Clearly, I didn't go with that concept.

First and foremost, those lines I quoted above don't appear in the first quarto of Hamlet, so it wouldn't have been appropriate to use them. But beyond that, the image of the skull is so intimately connected to Hamlet, and to Shakespeare in general, that I felt like I couldn't ignore it. The image of Hamlet holding a skull and reciting his "To be or not to be" speech, a-textual as it is, has endured as an image of the master Shakespearean tragedian confronting Shakespeare's most difficult role.

John Gielgud as Hamlet
Of course, as we've already discussed, the "To be or not to be" speech is different in the first quarto, and no version of the text asks for Hamlet to be holding a skull in that moment. And, maybe most significantly of all, when Hamlet does confront Yorrick's skull, and his own mortality in a concrete way, he is in the company of Horatio, by then his only friend, and the gravedigger, who gives him practical lessons in the materiality of death, which is what ultimately prepares him to accept the "special providence in the fall of a sparrow," and that "the readiness is all."

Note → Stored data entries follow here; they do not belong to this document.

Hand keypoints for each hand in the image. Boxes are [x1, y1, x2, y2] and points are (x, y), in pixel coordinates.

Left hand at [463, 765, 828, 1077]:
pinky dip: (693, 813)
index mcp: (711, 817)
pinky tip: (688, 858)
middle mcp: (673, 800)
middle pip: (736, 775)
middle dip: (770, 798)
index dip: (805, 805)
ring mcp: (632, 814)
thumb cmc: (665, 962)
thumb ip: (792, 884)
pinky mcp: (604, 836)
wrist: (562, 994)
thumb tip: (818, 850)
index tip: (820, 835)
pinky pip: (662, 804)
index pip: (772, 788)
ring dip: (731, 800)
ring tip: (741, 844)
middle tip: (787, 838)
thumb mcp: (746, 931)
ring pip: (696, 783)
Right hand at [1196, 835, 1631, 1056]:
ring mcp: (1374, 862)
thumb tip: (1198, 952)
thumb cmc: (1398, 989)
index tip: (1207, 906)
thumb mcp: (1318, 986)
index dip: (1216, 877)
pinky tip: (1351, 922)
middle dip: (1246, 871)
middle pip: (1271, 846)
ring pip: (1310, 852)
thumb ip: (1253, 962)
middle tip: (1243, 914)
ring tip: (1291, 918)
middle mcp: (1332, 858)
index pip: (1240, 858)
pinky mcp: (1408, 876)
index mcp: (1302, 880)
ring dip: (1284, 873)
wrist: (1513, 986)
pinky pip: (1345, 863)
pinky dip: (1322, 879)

When Hamlet looks at Yorrick's skull, he knows he's looking at himself, and that understanding of death allow him to become the angel of death, and complete the vengeance that his father commanded him to. Which reminded me of a Hobein painting from the early modern period....

Holbein's The Ambassadors. 1533
Holbein's The Ambassadors is probably familiar to anyone who took an art history class for that anamorphic skull sitting in the bottom of the painting. Death is always present, despite all the other accomplishments and honors that we see depicted in the painting, our own deaths are always with us, but we can only see our deaths from a certain point of view, which makes everything else in our lives fall out of focus. This is what Hamlet ultimately wrestles with when he confronts Yorrick's skull, and learns to understand death as the gravedigger does: not as something to be wondered at, but, as Horatio says, "custom hath made it in him seem nothing." Whilst everyone else in the court, especially the King, fixates on the temporal trappings of life, Hamlet sees our temporal life for what it is, and more than a mere memnto mori, becomes death itself.

Bad Quarto Productions is dedicated to performances of Shakespearean plays that honor Shakespeare's original staging conditions, and Hamlet has given us an opportunity to explore that as regards the imagery of Hamlet.